See Pioneer Point Homeowners Ass'n, Inc. v. Booth, 179 S.W.3d 397, 402

(Mo. App. S.D. 2005) (quoting Sherwood Estates Homes Ass'n, Inc. v.

Schmidt, 592 S.W.2d 244, 247 (Mo. App. W.D. 1979)) ("the principle that

restrictions as to the use of real property 'should be strictly construed' and

'doubts resolved in favor' of its free use 'should never be applied in such a way as

to defeat the plain purpose of the restriction.'").

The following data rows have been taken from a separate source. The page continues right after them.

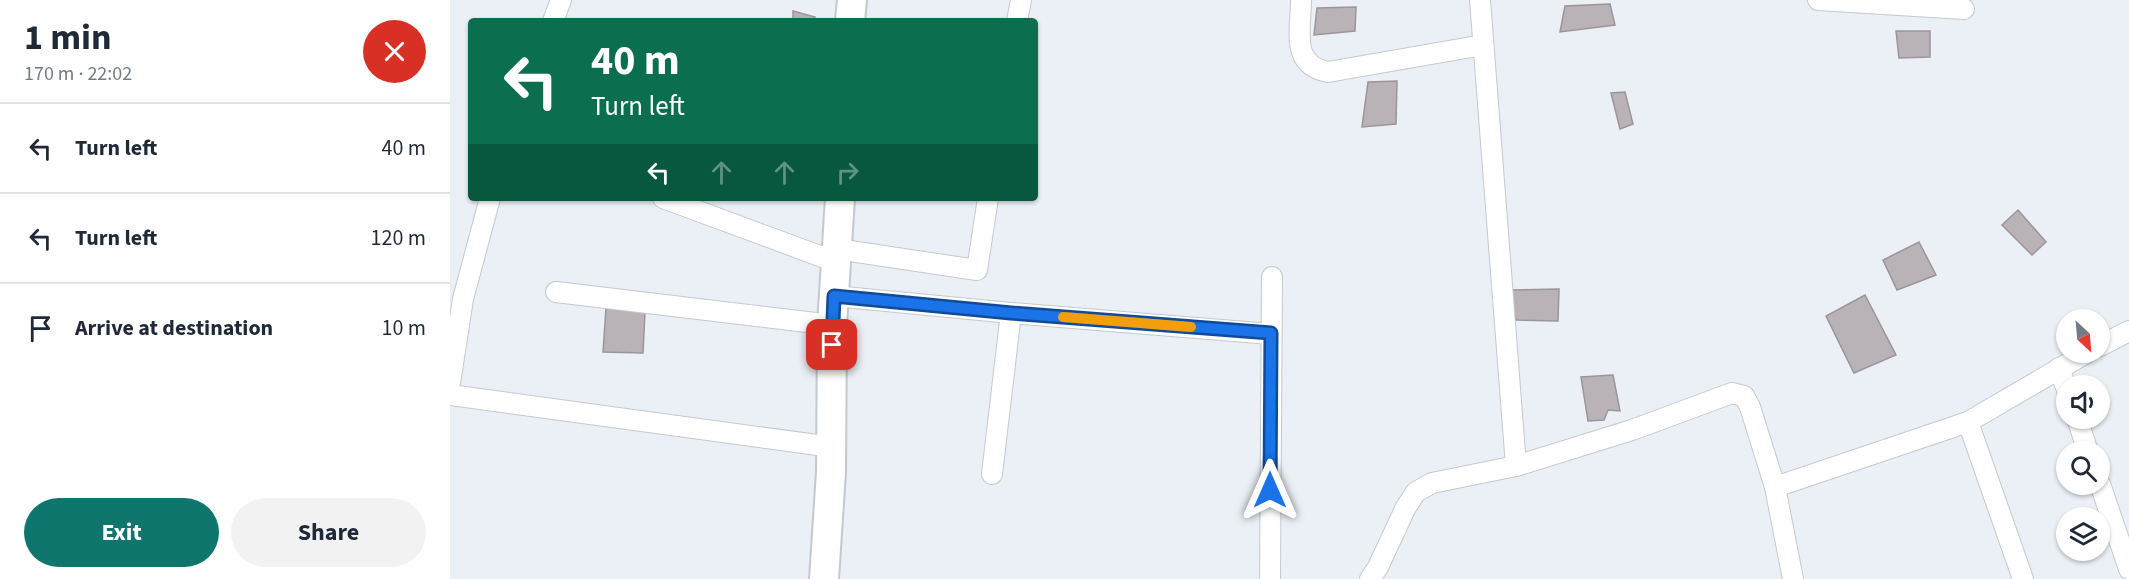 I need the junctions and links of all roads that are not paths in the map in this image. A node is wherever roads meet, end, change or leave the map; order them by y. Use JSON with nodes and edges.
{"nodes":[{"id":1,"x":561,"y":0,"type":"edge"},
{"id":2,"x":852,"y":0,"type":"edge"},
{"id":3,"x":1021,"y":0,"type":"edge"},
{"id":4,"x":1301,"y":0,"type":"edge"},
{"id":5,"x":1480,"y":0,"type":"edge"},
{"id":6,"x":1818,"y":0,"type":"edge"},
{"id":7,"x":1867,"y":2,"type":"edge"},
{"id":8,"x":1964,"y":9,"type":"dead end"},
{"id":9,"x":554,"y":18,"type":"edge"},
{"id":10,"x":850,"y":18,"type":"edge"},
{"id":11,"x":1018,"y":18,"type":"edge"},
{"id":12,"x":1483,"y":45,"type":"junction"},
{"id":13,"x":489,"y":201,"type":"edge"},
{"id":14,"x":672,"y":201,"type":"edge"},
{"id":15,"x":840,"y":201,"type":"edge"},
{"id":16,"x":988,"y":201,"type":"edge"},
{"id":17,"x":837,"y":255,"type":"junction"},
{"id":18,"x":1272,"y":277,"type":"dead end"},
{"id":19,"x":556,"y":292,"type":"dead end"},
{"id":20,"x":834,"y":296,"type":"junction"},
{"id":21,"x":1011,"y":313,"type":"junction"},
{"id":22,"x":832,"y":325,"type":"junction"},
{"id":23,"x":2129,"y":331,"type":"edge"},
{"id":24,"x":1271,"y":333,"type":"junction"},
{"id":25,"x":2110,"y":341,"type":"edge"},
{"id":26,"x":2068,"y":363,"type":"edge"},
{"id":27,"x":2059,"y":368,"type":"junction"},
{"id":28,"x":2062,"y":375,"type":"edge"},
{"id":29,"x":450,"y":383,"type":"edge"},
{"id":30,"x":450,"y":395,"type":"edge"},
{"id":31,"x":1968,"y":422,"type":"junction"},
{"id":32,"x":831,"y":447,"type":"junction"},
{"id":33,"x":1516,"y":466,"type":"junction"},
{"id":34,"x":992,"y":474,"type":"dead end"},
{"id":35,"x":1775,"y":487,"type":"junction"},
{"id":36,"x":2104,"y":495,"type":"edge"},
{"id":37,"x":2129,"y":569,"type":"edge"},
{"id":38,"x":824,"y":579,"type":"edge"},
{"id":39,"x":1270,"y":579,"type":"edge"},
{"id":40,"x":1370,"y":579,"type":"edge"},
{"id":41,"x":1793,"y":579,"type":"edge"},
{"id":42,"x":2023,"y":579,"type":"edge"}],
"edges":[{"from":1,"to":9,"type":"street"},
{"from":2,"to":10,"type":"street"},
{"from":3,"to":11,"type":"street"},
{"from":4,"to":12,"type":"street"},
{"from":5,"to":12,"type":"street"},
{"from":6,"to":7,"type":"street"},
{"from":7,"to":8,"type":"street"},
{"from":12,"to":33,"type":"street"},
{"from":13,"to":29,"type":"street"},
{"from":14,"to":17,"type":"street"},
{"from":15,"to":17,"type":"street"},
{"from":16,"to":17,"type":"street"},
{"from":17,"to":20,"type":"street"},
{"from":18,"to":24,"type":"street"},
{"from":19,"to":22,"type":"street"},
{"from":20,"to":21,"type":"street"},
{"from":20,"to":22,"type":"street"},
{"from":21,"to":24,"type":"street"},
{"from":21,"to":34,"type":"street"},
{"from":22,"to":32,"type":"street"},
{"from":23,"to":25,"type":"street"},
{"from":24,"to":39,"type":"street"},
{"from":26,"to":27,"type":"street"},
{"from":27,"to":28,"type":"street"},
{"from":27,"to":31,"type":"street"},
{"from":30,"to":32,"type":"street"},
{"from":31,"to":35,"type":"street"},
{"from":31,"to":42,"type":"street"},
{"from":32,"to":38,"type":"street"},
{"from":33,"to":35,"type":"street"},
{"from":33,"to":40,"type":"street"},
{"from":35,"to":41,"type":"street"},
{"from":36,"to":37,"type":"street"}]} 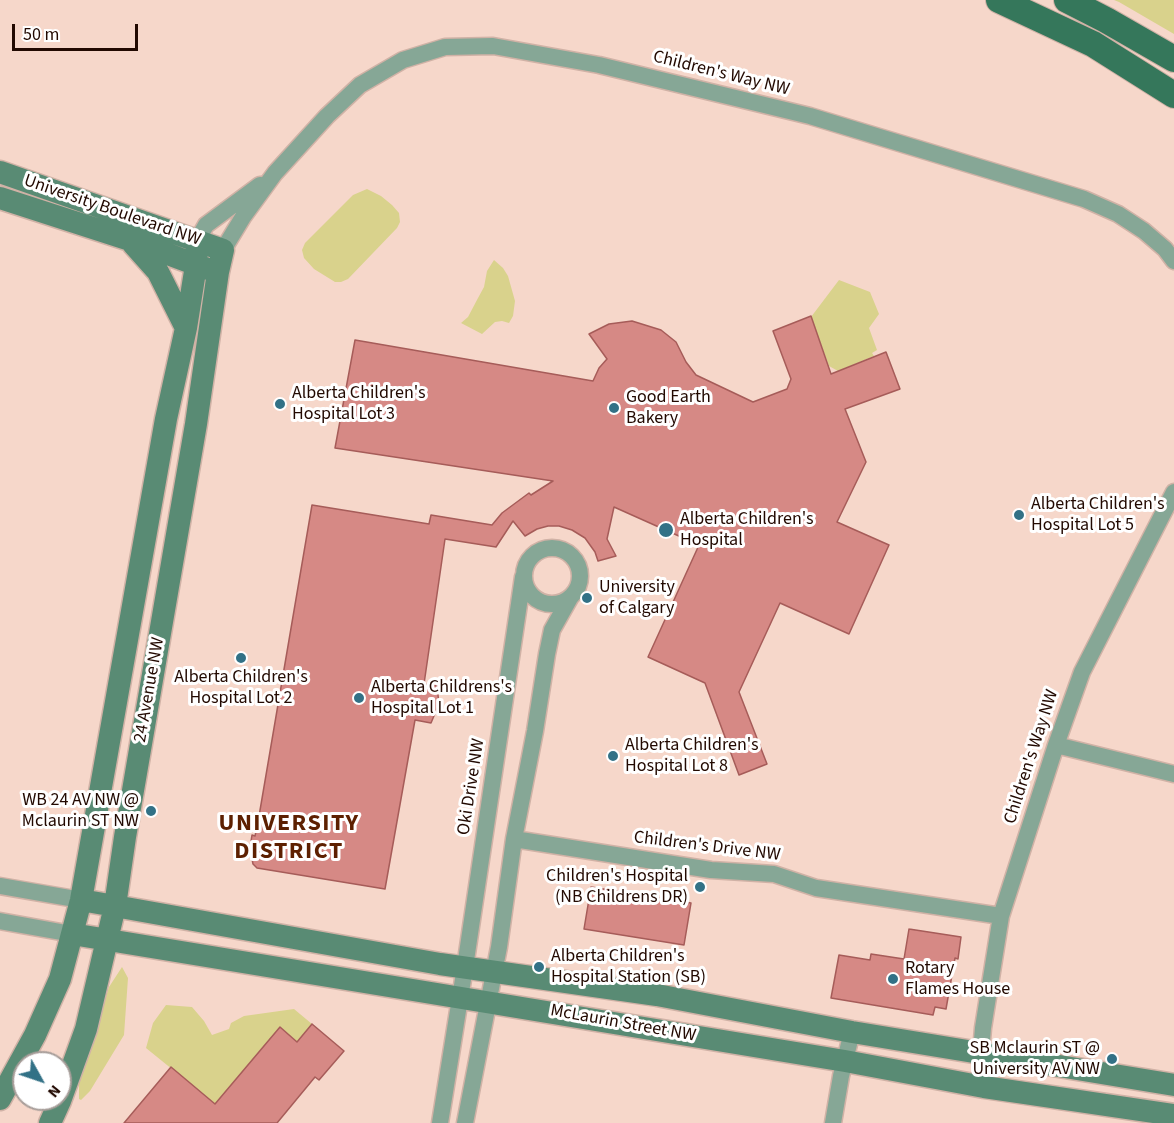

                         The Assessments Were Valid

       In their eighth point, the Hellmanns argue the trial court erred in finding

GPI's assessments were authorized by the declaration. More specifically, the

Hellmanns assert the declaration authorized assessments for facilities only, notes

that GPI owned no property until 2011, and then concludes all the assessments

were improper. This argument is without merit because it ignores the purpose

and plain language of the declaration and the bylaws.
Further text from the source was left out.